'Ndrangheta, arrestati ex capo Mobile di Vibo Valentia e legale dei Mancuso
Catanzaro, 25 feb. (Adnkronos) - Due funzionari di polizia e un avvocato sono stati arrestati questa mattina dalla Squadra mobile e dai carabinieri di Catanzaro. Si tratta dell'ex capo della squadra mobile di Vibo Valentia Maurizio Lento e del suo vice Emanuele Rodonò, e dell'avvocato Antonio Carmelo Galati, difensore dei Mancuso.

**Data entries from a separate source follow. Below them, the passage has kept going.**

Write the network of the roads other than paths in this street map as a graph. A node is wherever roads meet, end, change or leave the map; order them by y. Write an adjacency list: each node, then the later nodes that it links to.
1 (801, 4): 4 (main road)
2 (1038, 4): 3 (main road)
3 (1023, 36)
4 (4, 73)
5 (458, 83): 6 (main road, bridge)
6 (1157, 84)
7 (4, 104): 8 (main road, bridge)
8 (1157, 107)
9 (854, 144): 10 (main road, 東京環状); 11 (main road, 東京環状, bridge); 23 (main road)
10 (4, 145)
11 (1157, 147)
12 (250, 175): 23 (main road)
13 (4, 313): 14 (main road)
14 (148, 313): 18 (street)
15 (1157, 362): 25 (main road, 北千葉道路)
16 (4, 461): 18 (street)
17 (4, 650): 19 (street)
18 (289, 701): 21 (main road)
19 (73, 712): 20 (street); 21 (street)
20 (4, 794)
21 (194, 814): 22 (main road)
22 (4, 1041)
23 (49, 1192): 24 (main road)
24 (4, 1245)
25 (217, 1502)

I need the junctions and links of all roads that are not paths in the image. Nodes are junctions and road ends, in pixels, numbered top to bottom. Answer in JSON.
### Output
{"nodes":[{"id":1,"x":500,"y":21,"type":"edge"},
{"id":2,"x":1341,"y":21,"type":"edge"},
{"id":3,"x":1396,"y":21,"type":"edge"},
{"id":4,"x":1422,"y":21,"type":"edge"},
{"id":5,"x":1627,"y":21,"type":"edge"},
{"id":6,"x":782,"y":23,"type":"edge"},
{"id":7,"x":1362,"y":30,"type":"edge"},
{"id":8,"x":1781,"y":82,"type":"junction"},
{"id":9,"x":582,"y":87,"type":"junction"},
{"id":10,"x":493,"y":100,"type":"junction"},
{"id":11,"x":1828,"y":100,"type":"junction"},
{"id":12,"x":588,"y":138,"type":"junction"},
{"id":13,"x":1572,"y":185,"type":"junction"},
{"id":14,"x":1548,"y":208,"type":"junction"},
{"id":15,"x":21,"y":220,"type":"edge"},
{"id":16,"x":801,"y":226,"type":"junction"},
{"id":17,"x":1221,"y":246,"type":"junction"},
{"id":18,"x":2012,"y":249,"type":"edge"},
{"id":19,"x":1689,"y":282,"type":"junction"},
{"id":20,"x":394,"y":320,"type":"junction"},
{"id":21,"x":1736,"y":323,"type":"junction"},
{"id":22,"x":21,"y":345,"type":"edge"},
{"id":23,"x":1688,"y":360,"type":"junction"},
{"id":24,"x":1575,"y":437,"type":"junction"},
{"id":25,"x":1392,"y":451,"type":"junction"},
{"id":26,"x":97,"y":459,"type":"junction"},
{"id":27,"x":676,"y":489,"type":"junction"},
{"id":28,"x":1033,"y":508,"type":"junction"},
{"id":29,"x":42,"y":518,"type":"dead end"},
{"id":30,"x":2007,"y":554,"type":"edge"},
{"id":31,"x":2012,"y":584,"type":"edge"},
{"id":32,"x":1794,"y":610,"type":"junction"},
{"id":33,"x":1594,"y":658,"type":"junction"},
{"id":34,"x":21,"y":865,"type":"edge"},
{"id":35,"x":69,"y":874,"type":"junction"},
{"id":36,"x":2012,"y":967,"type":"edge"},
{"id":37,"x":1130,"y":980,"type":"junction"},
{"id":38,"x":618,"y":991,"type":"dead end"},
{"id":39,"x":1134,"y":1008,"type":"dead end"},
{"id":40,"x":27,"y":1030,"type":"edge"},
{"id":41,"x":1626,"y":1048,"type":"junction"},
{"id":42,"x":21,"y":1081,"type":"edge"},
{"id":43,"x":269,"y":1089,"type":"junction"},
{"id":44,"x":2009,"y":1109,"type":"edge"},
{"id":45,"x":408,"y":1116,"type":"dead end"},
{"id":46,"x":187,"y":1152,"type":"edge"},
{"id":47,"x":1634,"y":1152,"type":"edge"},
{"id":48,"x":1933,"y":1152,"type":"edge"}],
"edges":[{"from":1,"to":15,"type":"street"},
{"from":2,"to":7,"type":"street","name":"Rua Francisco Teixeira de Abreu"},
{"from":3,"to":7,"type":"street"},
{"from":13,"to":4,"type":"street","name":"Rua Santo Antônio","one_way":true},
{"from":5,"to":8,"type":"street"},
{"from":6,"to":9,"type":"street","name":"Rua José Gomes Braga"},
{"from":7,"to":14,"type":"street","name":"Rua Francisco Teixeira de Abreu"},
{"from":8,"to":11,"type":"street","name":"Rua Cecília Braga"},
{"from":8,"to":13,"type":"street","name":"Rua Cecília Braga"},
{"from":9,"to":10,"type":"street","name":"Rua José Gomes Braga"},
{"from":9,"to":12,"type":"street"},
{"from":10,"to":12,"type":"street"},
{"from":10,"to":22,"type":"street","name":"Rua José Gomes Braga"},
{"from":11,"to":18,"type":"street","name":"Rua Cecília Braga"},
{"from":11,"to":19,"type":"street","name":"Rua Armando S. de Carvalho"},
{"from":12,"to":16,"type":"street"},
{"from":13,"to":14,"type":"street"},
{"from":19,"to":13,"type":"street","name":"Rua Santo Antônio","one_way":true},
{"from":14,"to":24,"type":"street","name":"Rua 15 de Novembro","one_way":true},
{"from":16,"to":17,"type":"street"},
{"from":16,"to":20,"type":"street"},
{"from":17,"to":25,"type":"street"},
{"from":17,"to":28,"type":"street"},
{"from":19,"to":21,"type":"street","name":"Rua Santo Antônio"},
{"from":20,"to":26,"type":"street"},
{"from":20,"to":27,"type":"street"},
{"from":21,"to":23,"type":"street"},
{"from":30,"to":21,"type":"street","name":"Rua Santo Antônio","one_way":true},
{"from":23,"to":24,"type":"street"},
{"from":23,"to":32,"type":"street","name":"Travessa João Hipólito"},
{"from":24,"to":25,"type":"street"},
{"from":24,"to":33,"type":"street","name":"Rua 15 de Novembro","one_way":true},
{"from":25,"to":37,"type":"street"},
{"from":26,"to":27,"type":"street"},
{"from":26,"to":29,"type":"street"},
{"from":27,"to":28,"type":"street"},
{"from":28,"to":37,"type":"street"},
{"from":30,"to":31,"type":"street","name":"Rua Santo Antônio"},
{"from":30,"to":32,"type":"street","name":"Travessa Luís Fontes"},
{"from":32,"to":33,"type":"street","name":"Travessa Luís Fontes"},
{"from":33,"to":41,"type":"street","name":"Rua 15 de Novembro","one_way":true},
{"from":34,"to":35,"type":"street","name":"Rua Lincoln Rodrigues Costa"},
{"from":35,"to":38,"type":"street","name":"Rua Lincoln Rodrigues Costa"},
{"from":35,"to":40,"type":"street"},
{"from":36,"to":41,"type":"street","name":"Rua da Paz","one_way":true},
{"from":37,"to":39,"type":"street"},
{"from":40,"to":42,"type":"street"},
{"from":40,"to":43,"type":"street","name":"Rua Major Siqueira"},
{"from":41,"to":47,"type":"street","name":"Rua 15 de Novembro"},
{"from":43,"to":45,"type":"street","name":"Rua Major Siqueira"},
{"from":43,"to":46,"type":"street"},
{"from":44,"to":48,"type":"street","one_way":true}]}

I primi due devono rispondere di concorso esterno in associazione mafiosa, il legale di associazione mafiosa.
Di quadro ''raccapricciante'' ha parlato il procuratore aggiunto di Catanzaro, Giuseppe Borrelli, spiegando che esistono numerose intercettazioni: "In una di queste, tra Galati e Pantaleone Mancuso veniva garantita l'assenza di indagini da parte della Polizia di Stato e si rimarcava la differenza rispetto a quando la Squadra Mobile era diretta da Rodolfo Ruperti. Dicevano ora le cose sono cambiate non dobbiamo temere più nulla. Galati era il consigliere del gruppo Mancuso anche in materia di recupero crediti e per notizie veicolate dal carcere. Aveva messo in piedi un clima goliardico per ottenere notizie su indagini in corso, sulle strategie delle Procure e sulle direttive che la Procura dava alla polizia giudiziaria. Voleva persino incidere sulla strategia''.
Poi fa riferimento ad un'intercettazione in cui l'avvocato Galati e il capo della Squadra Mobile Lento parlavano delle strategie della Procura di Catanzaro. ''Questa è una cosa gravissima'', rispondeva il legale quando il poliziotto gli confidava l'orientamento della magistratura inquirente nel contestare reati associativi agli indagati.
Tra gli aspetti che emergono dall'inchiesta, nel 2011, su impulso della Direzione distrettuale antimafia, furono creati gruppi di lavoro per indagare sulla cosca Mancuso di Limbadi (Vibo Valentia) ma da parte della Squadra Mobile Vibonese non ci fu alcun contributo.
Un'altra delle premesse accertate nelle indagini condotte dalla Squadra Mobile di Catanzaro e dai carabinieri del Ros è che la Squadra Mobile di Vibo Valentia fece un controllo a casa di Pantaleone Mancuso soprannominato 'l'ingegnere'' che si trovava sottoposto a obblighi. Nonostante non fosse stato trovato a casa, non sono mai seguiti ulteriori controlli nei giorni successivi.
Ancora, hanno rilevato i magistrati in conferenza stampa, ci sono annotazioni di servizio che riguardano la cosca Mancuso mai trasmesse alla Dda di Catanzaro. In una ulteriore occasione, l'avvocato Galati consigliò ad un altro legale che assisteva uno degli esponenti della famiglia Mancuso di ritirare la richiesta di rilascio del passaporto sulla quale aveva dichiarato il falso indicando di non avere precedenti penali. La sua preoccupazione, apparentemente ingiustificata, non essendo coinvolto direttamente, è risultata sospetta agli occhi di investigatori e inquirenti.
''Questa è una terra di infiltrazioni. La mafia si infiltra dappertutto e purtruppo ci si lascia infiltrare'', ha commentato il procuratore di Catanzaro, Vincenzo Antonio Lombardo. ''Non sono così sicuro - ha proseguito il magistrato - che dopo aver fatto pulizia le cose cambino rapidamente. Altrimenti dopo l'inchiesta do ut des queste cose non sarebbero dovute accadere''. Il riferimento è ad una precedente inchiesta che aveva coinvolto lo stesso avvocato Antonino Galati arrestato questa mattina.
Il procuratore Lombardo ha ribadito la fiducia della magistratura nelle forze dell'ordine tuttavia ''dobbiamo stare attenti'', ha avvertito. ''Sarà importante ora vedere -ha aggiunto- cosa i soggetti colpiti dalla misura avranno da dire''. Il procuratore capo di Catanzaro ha sottolineato più volte che si tratta di una ''vicenda complessa che ha profili di delicatezza ma che andava ricostruita con competenza tecnica e professionale''.